Ludmila Charles La belle saison

À Nové Mesto, en République tchèque, Baba accouche d’Elena. On est le 1er avril, tout le monde croit à une farce : Baba est tellement grosse que personne n’avait vu qu’elle était enceinte de ce sixième enfant, arrivé vingt ans après les autres.

La fillette grandit dans un monde de femmes, entourée par sa mère, ses tantes et ses soeurs. Le seul horizon possible est le mariage. Quand l’une d’entre elles, Magda, part en France, Elena pleure à s’en rendre malade. Elle pousse comme une herbe folle, s’ennuie à l’école et ne vit que pour ces mois d’août où Magda revient avec sa fille, Anna. Une amitié intense et fraternelle unit les deux enfants.

Mais le pays se transforme : la guerre, le communisme, Tchernobyl, la chute de l’URSS... Les possibilités d’Elena se restreignent.
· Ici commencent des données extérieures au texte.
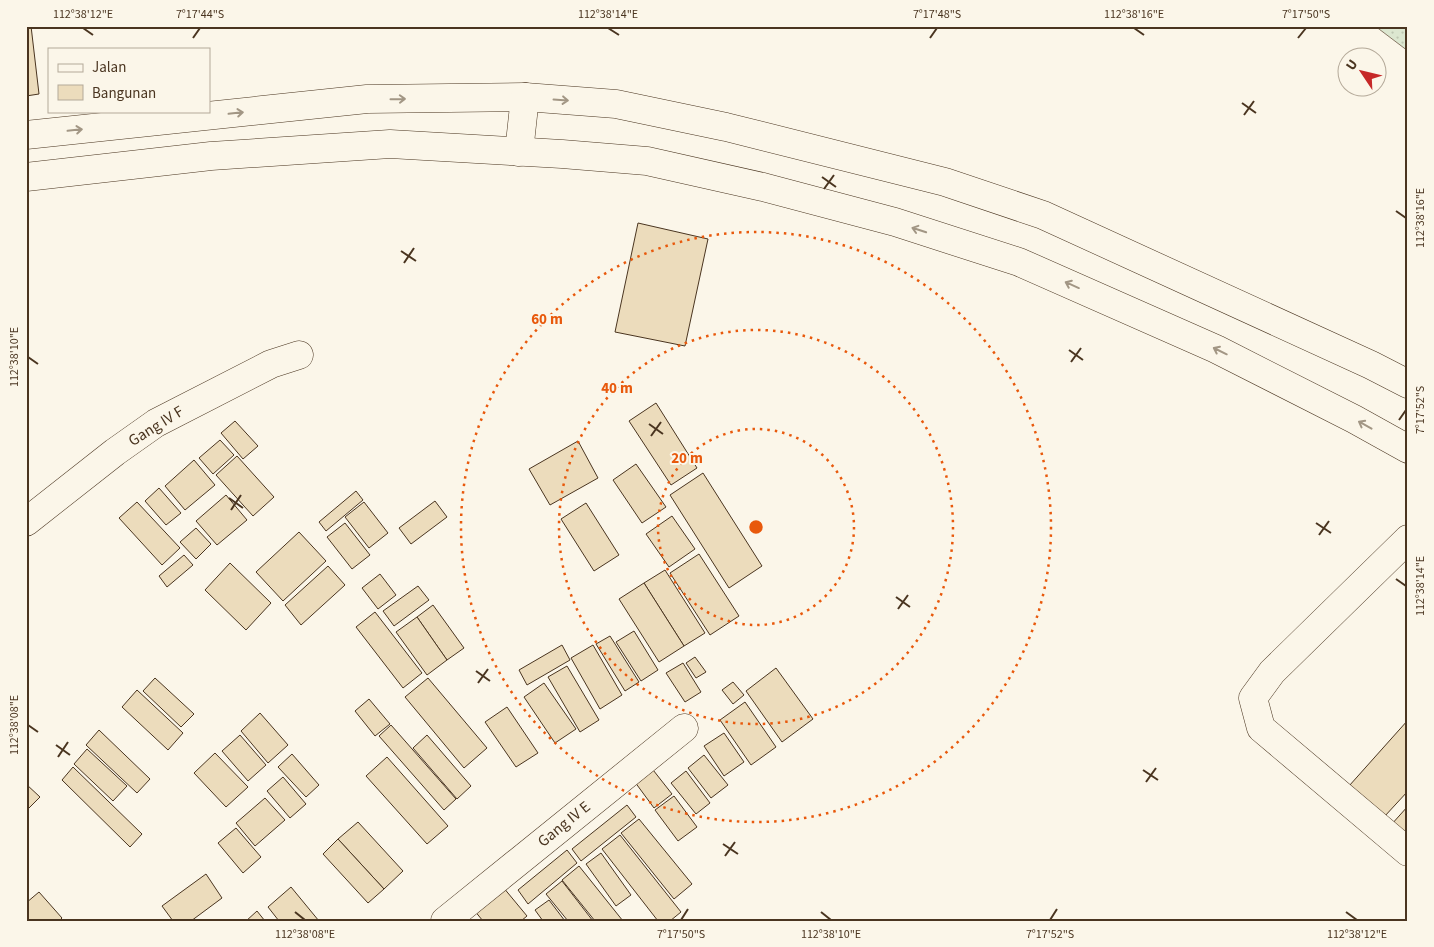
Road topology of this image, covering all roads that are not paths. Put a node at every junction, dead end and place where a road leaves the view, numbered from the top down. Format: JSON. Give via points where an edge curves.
{"nodes":[{"id":1,"x":525,"y":98,"type":"junction"},
{"id":2,"x":26,"y":135,"type":"edge"},
{"id":3,"x":519,"y":152,"type":"junction"},
{"id":4,"x":26,"y":177,"type":"edge"},
{"id":5,"x":300,"y":355,"type":"dead end"},
{"id":6,"x":1408,"y":384,"type":"edge"},
{"id":7,"x":1408,"y":449,"type":"edge"},
{"id":8,"x":26,"y":522,"type":"edge"},
{"id":9,"x":1408,"y":539,"type":"edge"},
{"id":10,"x":684,"y":728,"type":"dead end"},
{"id":11,"x":1408,"y":852,"type":"edge"},
{"id":12,"x":445,"y":921,"type":"edge"}],
"edges":[{"from":2,"to":1,"type":"street","one_way":true,"via":[[367,100]]},
{"from":1,"to":3,"type":"street"},
{"from":1,"to":6,"type":"street","one_way":true,"via":[[616,104],[726,127],[946,182],[1043,215]]},
{"from":3,"to":4,"type":"street","via":[[390,144],[211,156]]},
{"from":7,"to":3,"type":"street","one_way":true,"via":[[1216,349],[1019,262],[895,222],[764,187],[647,161]]},
{"from":5,"to":8,"type":"street","name":"Gang IV F","via":[[271,364],[156,423]]},
{"from":9,"to":11,"type":"street","via":[[1272,672],[1253,698],[1261,728]]},
{"from":10,"to":12,"type":"street","name":"Gang IV E"}]}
Insidieusement, la distance se creuse entre les deux amies d’autant que pèse un secret, une vérité sèche, coupante comme une herbe en été.

Ludmila Charles est née en 1967 d’une mère slovaque et d’un père français. Elle enseigne la littérature à l’université de Tours. Elle a publié deux essais, un sur Victor Hugo (Honoré Champion, 1998) et l’autre sur la poésie (Bréal, 2002). Elle a également annoté les Contemplations d’Hugo (LGF). Elle vit à Paris dans le quartier de Barbès. La Belle Saison est son premier roman.
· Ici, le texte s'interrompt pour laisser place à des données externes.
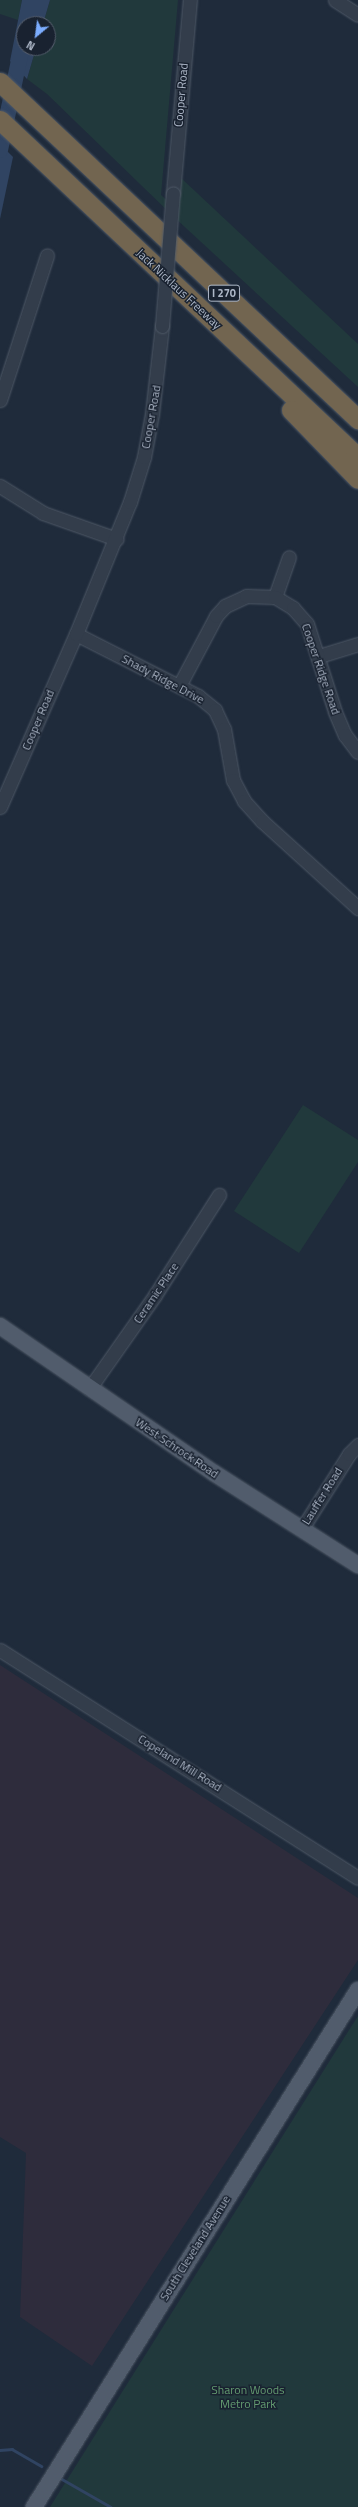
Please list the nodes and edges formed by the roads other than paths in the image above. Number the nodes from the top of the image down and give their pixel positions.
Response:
1 (190, 0) edge
2 (335, 0) edge
3 (358, 15) edge
4 (0, 82) edge
5 (0, 120) edge
6 (47, 255) dead end
7 (200, 310) junction
8 (0, 400) edge
9 (358, 418) edge
10 (358, 457) edge
11 (358, 479) edge
12 (0, 486) edge
13 (117, 539) junction
14 (289, 557) dead end
15 (275, 597) junction
16 (76, 634) junction
17 (358, 644) edge
18 (319, 656) junction
19 (179, 686) junction
20 (358, 752) edge
21 (0, 807) edge
22 (358, 908) edge
23 (219, 1195) dead end
24 (0, 1326) edge
25 (89, 1389) junction
26 (358, 1445) edge
27 (301, 1530) junction
28 (358, 1565) edge
29 (0, 1650) edge
30 (358, 1878) edge
31 (358, 1990) edge
32 (34, 2507) edge

1 - 13 street, Cooper Road, bridge
2 - 3 street
4 - 9 highway, I 270
5 - 7 highway, Jack Nicklaus Freeway / I 270
6 - 8 street
7 - 10 highway, Jack Nicklaus Freeway / I 270
7 - 11 highway
12 - 13 street
13 - 16 street, Cooper Road
14 - 15 street
15 - 18 street, Cooper Ridge Road
15 - 19 street
16 - 19 street, Shady Ridge Drive
16 - 21 street, Cooper Road
17 - 18 street
18 - 20 street, Cooper Ridge Road
19 - 22 street, Shady Ridge Drive
23 - 25 street, Ceramic Place
24 - 25 main road, West Schrock Road
25 - 27 main road, West Schrock Road
26 - 27 street, Lauffer Road
27 - 28 main road, West Schrock Road
29 - 30 street, Copeland Mill Road
31 - 32 main road, South Cleveland Avenue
En librairie le 7 janvier 2021 9782882506719 – 128 pages – 14

Extrait

Tout avait bien commencé. Elena n’avait pas à se plaindre. Il n’y avait rien eu de grave, rien d’irrémédiable. Elle n’en voulait à personne. Les êtres humains naissaient dans un oeuf, oui, un oeuf, une coquille protectrice à l’intérieur de laquelle ils grandissaient à l’abri de la mort. La coquille était poreuse, elle laissait passer l’air et la lumière, et tout ce dont ils avaient besoin. Mais pas la mort. Tant que l’oeuf n’était pas cassé, ils ignoraient tout de la mort. Ils savaient qu’elle existait, bien sûr, mais c’était une connaissance théorique, qui ne leur faisait aucun mal ; elle ne les touchait pas, elle ne les concernait en rien. Parfois, la coquille se cassait très tôt, presque immédiatement ; ce n’était pas de chance. Une fois qu’elle était cassée, impossible de la réparer : on ne répare pas une coquille d’oeuf. On ne répare pas l’ignorance. Il y avait des enfants, même très petits, qui savaient qu’ils allaient mourir, alors que certains adultes l’ignoraient. Anna, par exemple, ne savait pas. Des gens étaient morts autour d’elle, évidemment, et elle avait appris la mort de gens plus éloignés en lisant des journaux et des livres ou en regardant la télévision. Mais sa coquille devait être très épaisse, parce que cela n’avait en rien ébranlé la certitude qu’elle avait d’être immortelle.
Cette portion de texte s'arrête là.